WHAT YOU NEED TO DO: A faithful copy of all the entries is required, with no pictures in it.

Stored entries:
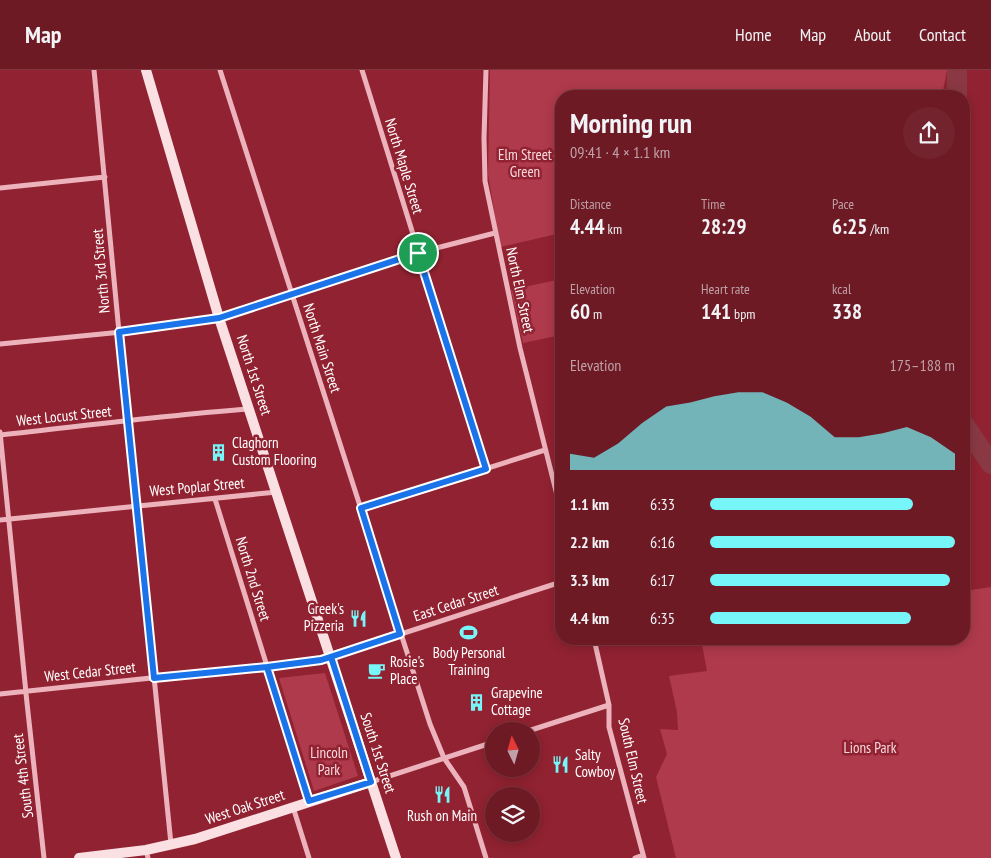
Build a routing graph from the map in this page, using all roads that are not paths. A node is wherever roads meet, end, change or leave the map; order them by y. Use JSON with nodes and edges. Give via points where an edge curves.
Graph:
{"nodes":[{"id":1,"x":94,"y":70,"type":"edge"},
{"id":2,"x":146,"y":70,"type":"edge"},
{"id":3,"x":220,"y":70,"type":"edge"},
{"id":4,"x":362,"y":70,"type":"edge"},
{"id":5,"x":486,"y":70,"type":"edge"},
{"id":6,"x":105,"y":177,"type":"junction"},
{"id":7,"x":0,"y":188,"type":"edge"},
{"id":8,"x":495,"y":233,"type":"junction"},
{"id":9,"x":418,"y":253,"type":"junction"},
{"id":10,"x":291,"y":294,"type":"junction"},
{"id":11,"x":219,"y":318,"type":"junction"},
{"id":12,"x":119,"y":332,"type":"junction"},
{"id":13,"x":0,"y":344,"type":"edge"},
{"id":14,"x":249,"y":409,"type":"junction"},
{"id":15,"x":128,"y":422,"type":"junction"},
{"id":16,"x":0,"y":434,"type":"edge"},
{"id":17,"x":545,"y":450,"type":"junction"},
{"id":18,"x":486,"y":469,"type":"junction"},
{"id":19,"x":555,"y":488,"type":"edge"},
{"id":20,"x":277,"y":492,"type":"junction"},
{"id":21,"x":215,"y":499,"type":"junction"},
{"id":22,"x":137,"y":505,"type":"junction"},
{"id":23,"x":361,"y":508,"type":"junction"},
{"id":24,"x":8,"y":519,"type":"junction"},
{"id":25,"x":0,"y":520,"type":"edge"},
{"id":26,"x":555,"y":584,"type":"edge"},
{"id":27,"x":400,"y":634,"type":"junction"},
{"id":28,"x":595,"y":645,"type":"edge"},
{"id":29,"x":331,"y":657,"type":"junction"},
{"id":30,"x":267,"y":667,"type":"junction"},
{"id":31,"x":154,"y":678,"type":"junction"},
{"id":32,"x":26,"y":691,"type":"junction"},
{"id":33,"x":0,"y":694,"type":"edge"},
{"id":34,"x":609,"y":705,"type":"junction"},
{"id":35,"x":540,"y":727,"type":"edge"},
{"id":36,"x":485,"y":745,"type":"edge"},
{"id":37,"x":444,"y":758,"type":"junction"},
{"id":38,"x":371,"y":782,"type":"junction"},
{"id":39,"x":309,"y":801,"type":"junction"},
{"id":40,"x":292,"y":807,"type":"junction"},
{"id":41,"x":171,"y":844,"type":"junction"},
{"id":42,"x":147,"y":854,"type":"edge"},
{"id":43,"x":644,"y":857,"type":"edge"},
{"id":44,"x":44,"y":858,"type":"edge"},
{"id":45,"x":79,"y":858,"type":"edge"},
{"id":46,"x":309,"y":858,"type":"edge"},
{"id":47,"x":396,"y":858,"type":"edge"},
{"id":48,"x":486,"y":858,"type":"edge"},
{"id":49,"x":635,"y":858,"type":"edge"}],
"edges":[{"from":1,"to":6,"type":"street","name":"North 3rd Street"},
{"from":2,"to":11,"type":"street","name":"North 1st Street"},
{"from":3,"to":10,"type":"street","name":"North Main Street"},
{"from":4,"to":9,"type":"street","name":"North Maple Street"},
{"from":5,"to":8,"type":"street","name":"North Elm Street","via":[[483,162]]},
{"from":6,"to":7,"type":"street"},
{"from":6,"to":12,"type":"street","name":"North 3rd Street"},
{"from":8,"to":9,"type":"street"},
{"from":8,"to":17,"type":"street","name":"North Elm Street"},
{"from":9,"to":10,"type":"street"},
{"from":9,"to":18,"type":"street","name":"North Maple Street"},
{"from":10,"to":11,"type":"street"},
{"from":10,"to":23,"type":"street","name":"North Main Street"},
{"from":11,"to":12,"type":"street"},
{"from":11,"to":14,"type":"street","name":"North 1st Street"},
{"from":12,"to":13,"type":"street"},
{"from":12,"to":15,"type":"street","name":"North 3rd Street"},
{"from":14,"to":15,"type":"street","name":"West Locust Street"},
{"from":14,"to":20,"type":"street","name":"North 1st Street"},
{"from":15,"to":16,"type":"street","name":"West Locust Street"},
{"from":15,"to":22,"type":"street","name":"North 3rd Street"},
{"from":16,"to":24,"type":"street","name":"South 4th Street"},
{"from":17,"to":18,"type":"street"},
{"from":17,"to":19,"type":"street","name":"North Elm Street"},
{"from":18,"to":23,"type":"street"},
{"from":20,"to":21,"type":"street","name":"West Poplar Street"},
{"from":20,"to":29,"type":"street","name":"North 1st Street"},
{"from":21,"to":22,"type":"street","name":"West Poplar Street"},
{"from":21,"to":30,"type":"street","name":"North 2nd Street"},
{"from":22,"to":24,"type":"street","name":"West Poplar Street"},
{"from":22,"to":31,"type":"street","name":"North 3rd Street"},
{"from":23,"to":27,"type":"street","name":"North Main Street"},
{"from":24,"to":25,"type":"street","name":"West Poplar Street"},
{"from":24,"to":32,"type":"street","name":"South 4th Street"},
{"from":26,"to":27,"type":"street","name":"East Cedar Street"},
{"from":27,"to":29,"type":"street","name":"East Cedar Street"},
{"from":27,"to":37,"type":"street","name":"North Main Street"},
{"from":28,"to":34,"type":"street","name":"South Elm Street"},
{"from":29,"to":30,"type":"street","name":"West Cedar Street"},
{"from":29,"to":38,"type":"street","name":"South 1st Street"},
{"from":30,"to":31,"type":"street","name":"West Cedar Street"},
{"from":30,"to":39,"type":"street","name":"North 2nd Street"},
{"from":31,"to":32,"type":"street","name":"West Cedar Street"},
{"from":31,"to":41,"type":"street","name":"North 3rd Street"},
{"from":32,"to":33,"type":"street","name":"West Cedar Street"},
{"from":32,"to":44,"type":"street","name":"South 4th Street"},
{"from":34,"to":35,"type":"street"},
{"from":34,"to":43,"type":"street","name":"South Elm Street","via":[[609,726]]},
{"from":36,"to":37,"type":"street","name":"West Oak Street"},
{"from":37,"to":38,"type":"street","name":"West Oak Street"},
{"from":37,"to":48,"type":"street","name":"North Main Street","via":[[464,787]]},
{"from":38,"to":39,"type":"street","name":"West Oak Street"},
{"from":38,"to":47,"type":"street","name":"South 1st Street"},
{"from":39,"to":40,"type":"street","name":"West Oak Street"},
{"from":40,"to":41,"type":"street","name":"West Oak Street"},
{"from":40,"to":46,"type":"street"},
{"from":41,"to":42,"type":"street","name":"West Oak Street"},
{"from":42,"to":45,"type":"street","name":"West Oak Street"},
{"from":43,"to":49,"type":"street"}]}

REPLY:
Build a routing graph from the map in this page, using all roads that are not paths. A node is wherever roads meet, end, change or leave the map; order them by y. Use JSON with nodes and edges. Give via points where an edge curves.
Graph:
{"nodes":[{"id":1,"x":94,"y":70,"type":"edge"},
{"id":2,"x":146,"y":70,"type":"edge"},
{"id":3,"x":220,"y":70,"type":"edge"},
{"id":4,"x":362,"y":70,"type":"edge"},
{"id":5,"x":486,"y":70,"type":"edge"},
{"id":6,"x":105,"y":177,"type":"junction"},
{"id":7,"x":0,"y":188,"type":"edge"},
{"id":8,"x":495,"y":233,"type":"junction"},
{"id":9,"x":418,"y":253,"type":"junction"},
{"id":10,"x":291,"y":294,"type":"junction"},
{"id":11,"x":219,"y":318,"type":"junction"},
{"id":12,"x":119,"y":332,"type":"junction"},
{"id":13,"x":0,"y":344,"type":"edge"},
{"id":14,"x":249,"y":409,"type":"junction"},
{"id":15,"x":128,"y":422,"type":"junction"},
{"id":16,"x":0,"y":434,"type":"edge"},
{"id":17,"x":545,"y":450,"type":"junction"},
{"id":18,"x":486,"y":469,"type":"junction"},
{"id":19,"x":555,"y":488,"type":"edge"},
{"id":20,"x":277,"y":492,"type":"junction"},
{"id":21,"x":215,"y":499,"type":"junction"},
{"id":22,"x":137,"y":505,"type":"junction"},
{"id":23,"x":361,"y":508,"type":"junction"},
{"id":24,"x":8,"y":519,"type":"junction"},
{"id":25,"x":0,"y":520,"type":"edge"},
{"id":26,"x":555,"y":584,"type":"edge"},
{"id":27,"x":400,"y":634,"type":"junction"},
{"id":28,"x":595,"y":645,"type":"edge"},
{"id":29,"x":331,"y":657,"type":"junction"},
{"id":30,"x":267,"y":667,"type":"junction"},
{"id":31,"x":154,"y":678,"type":"junction"},
{"id":32,"x":26,"y":691,"type":"junction"},
{"id":33,"x":0,"y":694,"type":"edge"},
{"id":34,"x":609,"y":705,"type":"junction"},
{"id":35,"x":540,"y":727,"type":"edge"},
{"id":36,"x":485,"y":745,"type":"edge"},
{"id":37,"x":444,"y":758,"type":"junction"},
{"id":38,"x":371,"y":782,"type":"junction"},
{"id":39,"x":309,"y":801,"type":"junction"},
{"id":40,"x":292,"y":807,"type":"junction"},
{"id":41,"x":171,"y":844,"type":"junction"},
{"id":42,"x":147,"y":854,"type":"edge"},
{"id":43,"x":644,"y":857,"type":"edge"},
{"id":44,"x":44,"y":858,"type":"edge"},
{"id":45,"x":79,"y":858,"type":"edge"},
{"id":46,"x":309,"y":858,"type":"edge"},
{"id":47,"x":396,"y":858,"type":"edge"},
{"id":48,"x":486,"y":858,"type":"edge"},
{"id":49,"x":635,"y":858,"type":"edge"}],
"edges":[{"from":1,"to":6,"type":"street","name":"North 3rd Street"},
{"from":2,"to":11,"type":"street","name":"North 1st Street"},
{"from":3,"to":10,"type":"street","name":"North Main Street"},
{"from":4,"to":9,"type":"street","name":"North Maple Street"},
{"from":5,"to":8,"type":"street","name":"North Elm Street","via":[[483,162]]},
{"from":6,"to":7,"type":"street"},
{"from":6,"to":12,"type":"street","name":"North 3rd Street"},
{"from":8,"to":9,"type":"street"},
{"from":8,"to":17,"type":"street","name":"North Elm Street"},
{"from":9,"to":10,"type":"street"},
{"from":9,"to":18,"type":"street","name":"North Maple Street"},
{"from":10,"to":11,"type":"street"},
{"from":10,"to":23,"type":"street","name":"North Main Street"},
{"from":11,"to":12,"type":"street"},
{"from":11,"to":14,"type":"street","name":"North 1st Street"},
{"from":12,"to":13,"type":"street"},
{"from":12,"to":15,"type":"street","name":"North 3rd Street"},
{"from":14,"to":15,"type":"street","name":"West Locust Street"},
{"from":14,"to":20,"type":"street","name":"North 1st Street"},
{"from":15,"to":16,"type":"street","name":"West Locust Street"},
{"from":15,"to":22,"type":"street","name":"North 3rd Street"},
{"from":16,"to":24,"type":"street","name":"South 4th Street"},
{"from":17,"to":18,"type":"street"},
{"from":17,"to":19,"type":"street","name":"North Elm Street"},
{"from":18,"to":23,"type":"street"},
{"from":20,"to":21,"type":"street","name":"West Poplar Street"},
{"from":20,"to":29,"type":"street","name":"North 1st Street"},
{"from":21,"to":22,"type":"street","name":"West Poplar Street"},
{"from":21,"to":30,"type":"street","name":"North 2nd Street"},
{"from":22,"to":24,"type":"street","name":"West Poplar Street"},
{"from":22,"to":31,"type":"street","name":"North 3rd Street"},
{"from":23,"to":27,"type":"street","name":"North Main Street"},
{"from":24,"to":25,"type":"street","name":"West Poplar Street"},
{"from":24,"to":32,"type":"street","name":"South 4th Street"},
{"from":26,"to":27,"type":"street","name":"East Cedar Street"},
{"from":27,"to":29,"type":"street","name":"East Cedar Street"},
{"from":27,"to":37,"type":"street","name":"North Main Street"},
{"from":28,"to":34,"type":"street","name":"South Elm Street"},
{"from":29,"to":30,"type":"street","name":"West Cedar Street"},
{"from":29,"to":38,"type":"street","name":"South 1st Street"},
{"from":30,"to":31,"type":"street","name":"West Cedar Street"},
{"from":30,"to":39,"type":"street","name":"North 2nd Street"},
{"from":31,"to":32,"type":"street","name":"West Cedar Street"},
{"from":31,"to":41,"type":"street","name":"North 3rd Street"},
{"from":32,"to":33,"type":"street","name":"West Cedar Street"},
{"from":32,"to":44,"type":"street","name":"South 4th Street"},
{"from":34,"to":35,"type":"street"},
{"from":34,"to":43,"type":"street","name":"South Elm Street","via":[[609,726]]},
{"from":36,"to":37,"type":"street","name":"West Oak Street"},
{"from":37,"to":38,"type":"street","name":"West Oak Street"},
{"from":37,"to":48,"type":"street","name":"North Main Street","via":[[464,787]]},
{"from":38,"to":39,"type":"street","name":"West Oak Street"},
{"from":38,"to":47,"type":"street","name":"South 1st Street"},
{"from":39,"to":40,"type":"street","name":"West Oak Street"},
{"from":40,"to":41,"type":"street","name":"West Oak Street"},
{"from":40,"to":46,"type":"street"},
{"from":41,"to":42,"type":"street","name":"West Oak Street"},
{"from":42,"to":45,"type":"street","name":"West Oak Street"},
{"from":43,"to":49,"type":"street"}]}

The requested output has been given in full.